Cline

Notebook post 




this article expresses complex conjugate of \(c\) with asterisk notation \(c^*\)



Implicit | Clines


the set of all real numbers \(\mathbb{R}\) forms a horizontal axis on complex plane. Its element satisfy

$$r=r^* \quad \quad \dfrac{r}{r^*}=1$$

the set of all unit complex number (denoted \(\mathbb{T}\) or \(\mathbb{S}^1\) forms a unit circle on complex plane.
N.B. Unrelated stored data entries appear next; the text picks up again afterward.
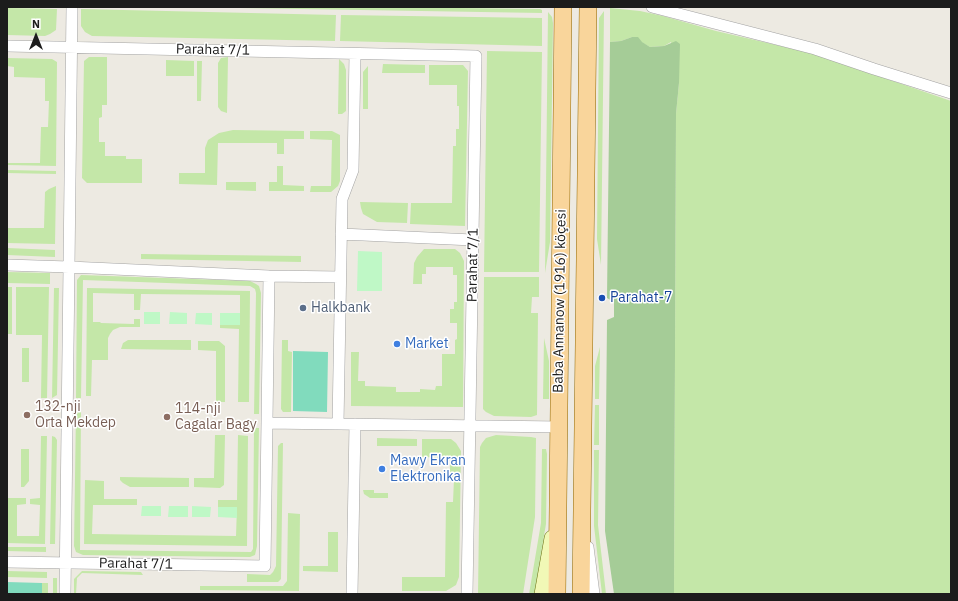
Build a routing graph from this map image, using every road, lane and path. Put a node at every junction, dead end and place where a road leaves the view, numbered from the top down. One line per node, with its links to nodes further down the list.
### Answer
1 (72, 7): 6 (street)
2 (562, 7): 19 (main road, Baba Annanow (1916) köçesi)
3 (588, 7): 21 (main road, Baba Annanow (1916) köçesi)
4 (652, 7): 8 (street)
5 (7, 46): 6 (street, Parahat 7/1)
6 (71, 47): 7 (street, Parahat 7/1); 12 (street)
7 (355, 54): 9 (street); 10 (street, Parahat 7/1)
8 (951, 93)
9 (341, 234): 10 (street); 14 (street)
10 (473, 240): 18 (street, Parahat 7/1)
11 (7, 265): 12 (street)
12 (69, 267): 13 (street); 23 (street)
13 (269, 276): 14 (street); 15 (street)
14 (340, 277): 16 (street)
15 (267, 423): 16 (street); 23 (street, Parahat 7/1)
16 (338, 424): 17 (street)
17 (355, 424): 18 (street); 25 (street)
18 (470, 426): 19 (street); 26 (street, Parahat 7/1)
19 (559, 427): 20 (main road, Baba Annanow (1916) köçesi)
20 (558, 505): 27 (street); 28 (main road, Baba Annanow (1916) köçesi)
21 (583, 506): 29 (main road, Baba Annanow (1916) köçesi); 30 (street, Baba Annanow (1916) köçesi)
22 (7, 562): 23 (street, Parahat 7/1)
23 (65, 562): 24 (street)
24 (65, 594)
25 (352, 594)
26 (468, 594)
27 (542, 594)
28 (557, 594)
29 (581, 594)
30 (594, 594)

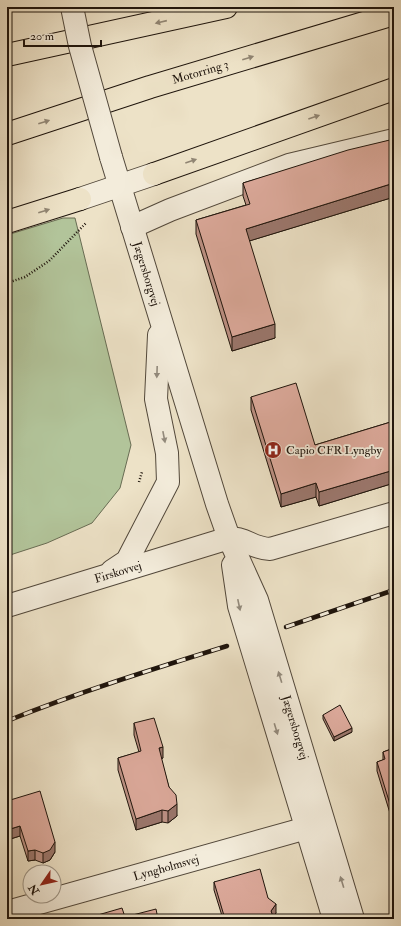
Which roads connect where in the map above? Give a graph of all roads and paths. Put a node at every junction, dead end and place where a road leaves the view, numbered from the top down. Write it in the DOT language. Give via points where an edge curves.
graph roads {
  1 [pos="72,7"];
  2 [pos="226,7"];
  3 [pos="394,14"];
  4 [pos="7,56"];
  5 [pos="394,89"];
  6 [pos="7,134"];
  7 [pos="394,140"];
  8 [pos="154,174"];
  9 [pos="119,185"];
  10 [pos="80,199"];
  11 [pos="88,220"];
  12 [pos="7,222"];
  13 [pos="132,227"];
  14 [pos="7,283"];
  15 [pos="160,319"];
  16 [pos="168,482"];
  17 [pos="137,486"];
  18 [pos="394,513"];
  19 [pos="229,538"];
  20 [pos="108,574"];
  21 [pos="7,606"];
  22 [pos="315,825"];
  23 [pos="7,912"];
  24 [pos="334,919"];
  25 [pos="353,919"];
  1 -- 9 [label="street, Jægersborgvej, bridge" via="80,46"];
  2 -- 4 [label="highway, one-way"];
  6 -- 3 [label="highway, Motorring 3, one-way" via="150,87"];
  8 -- 5 [label="highway, one-way"];
  7 -- 13 [label="street" via="289,165"];
  8 -- 9 [label="street"];
  9 -- 10 [label="street"];
  9 -- 13 [label="street, Jægersborgvej"];
  12 -- 10 [label="highway, one-way"];
  11 -- 14 [label="path" via="49,261 25,277"];
  13 -- 15 [label="street, Jægersborgvej"];
  15 -- 16 [label="street, one-way" via="156,399 168,453"];
  15 -- 19 [label="street, Jægersborgvej"];
  16 -- 17 [label="path" via="142,472"];
  16 -- 20 [label="street" via="126,561"];
  18 -- 19 [label="street" via="270,549 261,549 238,538"];
  19 -- 20 [label="street, Firskovvej"];
  19 -- 22 [label="street, Jægersborgvej" via="257,600"];
  20 -- 21 [label="street, Firskovvej"];
  22 -- 23 [label="street, Lyngholmsvej"];
  22 -- 24 [label="street, Jægersborgvej"];
  25 -- 22 [label="street, Jægersborgvej, one-way"];
}
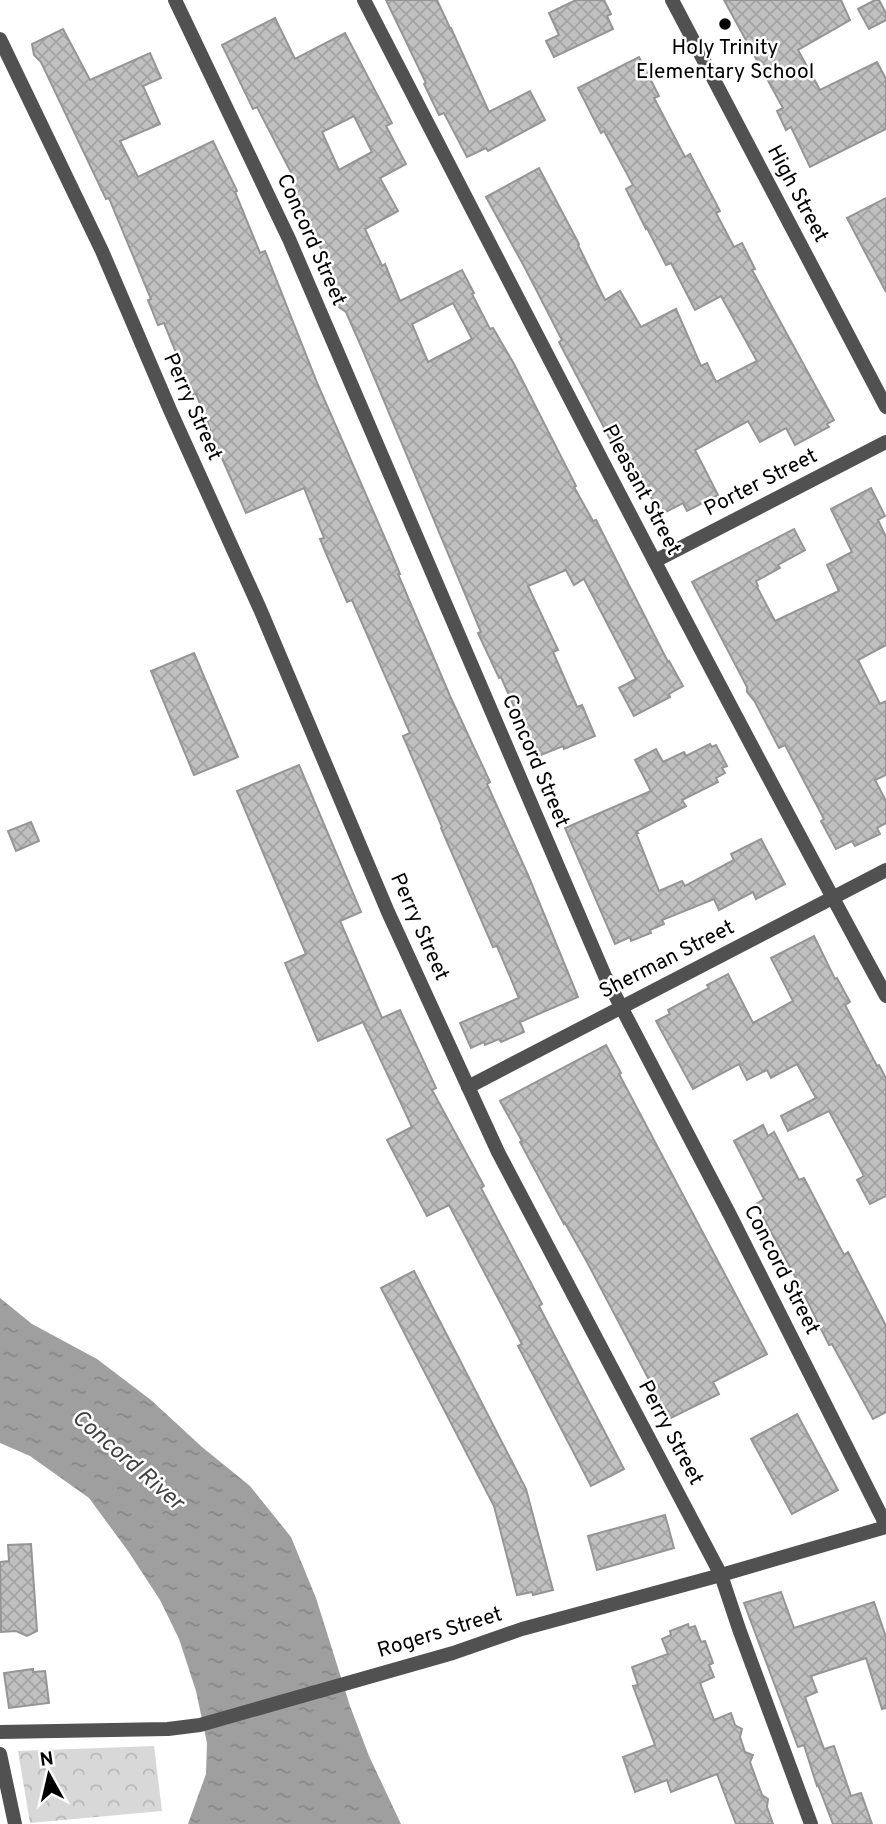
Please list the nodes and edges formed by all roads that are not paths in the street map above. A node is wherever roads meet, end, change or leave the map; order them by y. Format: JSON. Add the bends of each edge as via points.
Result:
{"nodes":[{"id":1,"x":175,"y":0,"type":"edge"},
{"id":2,"x":364,"y":0,"type":"edge"},
{"id":3,"x":672,"y":0,"type":"edge"},
{"id":4,"x":0,"y":39,"type":"edge"},
{"id":5,"x":886,"y":407,"type":"edge"},
{"id":6,"x":886,"y":442,"type":"edge"},
{"id":7,"x":654,"y":561,"type":"junction"},
{"id":8,"x":886,"y":870,"type":"edge"},
{"id":9,"x":833,"y":898,"type":"junction"},
{"id":10,"x":886,"y":996,"type":"edge"},
{"id":11,"x":621,"y":1007,"type":"junction"},
{"id":12,"x":468,"y":1087,"type":"junction"},
{"id":13,"x":886,"y":1526,"type":"edge"},
{"id":14,"x":721,"y":1574,"type":"junction"},
{"id":15,"x":0,"y":1732,"type":"edge"},
{"id":16,"x":0,"y":1754,"type":"edge"},
{"id":17,"x":15,"y":1824,"type":"edge"},
{"id":18,"x":811,"y":1824,"type":"edge"}],
"edges":[{"from":1,"to":11,"type":"street","name":"Concord Street","via":[[289,239]]},
{"from":2,"to":7,"type":"street","name":"Pleasant Street"},
{"from":3,"to":5,"type":"street","name":"High Street"},
{"from":4,"to":12,"type":"street","name":"Perry Street","via":[[102,251]]},
{"from":6,"to":7,"type":"street","name":"Porter Street"},
{"from":7,"to":9,"type":"street","name":"Pleasant Street"},
{"from":8,"to":9,"type":"street","name":"Sherman Street"},
{"from":9,"to":10,"type":"street","name":"Pleasant Street"},
{"from":9,"to":11,"type":"street","name":"Sherman Street"},
{"from":11,"to":12,"type":"street","name":"Sherman Street"},
{"from":11,"to":13,"type":"street","name":"Concord Street"},
{"from":12,"to":14,"type":"street","name":"Perry Street","via":[[498,1153]]},
{"from":13,"to":14,"type":"street","name":"Rogers Street"},
{"from":14,"to":15,"type":"street","name":"Rogers Street","via":[[200,1725]]},
{"from":14,"to":18,"type":"street","name":"Perry Street"},
{"from":16,"to":17,"type":"street"}]}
Its elements satisfy

$$s s^* = 1$$

complex number \(z\) that lies on a perpendicular bisector between \(0\) and \(1\) satisfy

$$z + z^* = 1$$

complex number \(z\) that lies on orthogonal axis satisfy

$$z + z^* = 0$$

complex number \(z\) that lies on a line across \(a_0\) and \(a_1\) satisfy

$$(z - a_0)(a_1 - a_0)^* = (z - a_0)^*(a_1 - a_0)$$

$$z(a_1 - a_0)^* -z^*(a_1 - a_0) = a_0 a_1 ^* - a_0 ^* a_1$$

complex number \(z\) that lies on a circle centered at \(a_0\) across \(a_1\) satisfy

$$(z - a_0)(z - a_0)^* = (a_1 - a_0)(a_1 - a_0)^*$$

$$zz^* - a_0 ^* z - a_0 z^* = a_1 a_1 ^* - a_1 a_0^* - a_1 ^* a_0 $$

complex number \(z\) that lies on a perpendicular bisector between \(a_0\) and \(a_1\) satisfy

$$z(a_1 - a_0)^* + z^*(a_1 - a_0) = a_1 a_1 ^* - a_0 a_0 ^*$$

in inversive geometry, lines and circles are indistinguishable. For completeness, a complex number \(z\) that lies on a line or circle across \(a_0\) ,\(a_1\) , and \(a_2\) satisfy

$$(z - a_1)(z - a_2)^*(a_0 - a_2)(a_0 - a_1)^* = (z - a_1)^*(z - a_2)(a_0 - a_2)^*(a_0 - a_1)$$

or

$$p_0 zz^* + p_1 z + p_2 z^* + p_3 = 0$$

where

$$\begin{array}{llll} p_0 &= a_0^* a_1 - a_0 a_1^* + a_1^* a_2 - a_1 a_2^* + a_2^* a_0 - a_2 a_0^* \\ \\ p_1 &= a_0 a_0^* (a_1 - a_2)^* + a_1 a_1^* (a_2 - a_0)^* + a_2 a_2^* (a_0 - a_1)^*\\ \\ p_2 &= -p_1^* \\ \\ &= a_0 a_0^* (a_2 - a_1) + a_1 a_1^* (a_0 - a_2) + a_2 a_2^* (a_1 - a_0)\\ \\ p_3 &= a_0 a_0^* (a_1 a_2^* - a_1^* a_2) + a_1 a_1^* (a_2 a_0^* - a_2^* a_0) + a_2 a_2^* (a_0 a_1^* - a_0^* a_1) \end{array}$$

the center is

$$z = \dfrac{(\;a_1 a_1^* - a_0 a_0^*\;)(\;a_2 - a_1\;) - (\;a_2 a_2^* - a_1 a_1^*\;)(\;a_1 - a_0\;)}{(\;a_1 - a_0\;)^*(\;a_2 - a_1\;) - (\;a_2 - a_1\;)^*(\;a_1 - a_0\;)}$$

Under complex inversion :

circles not crossing \(0\) maps into circles not crossing \(0\)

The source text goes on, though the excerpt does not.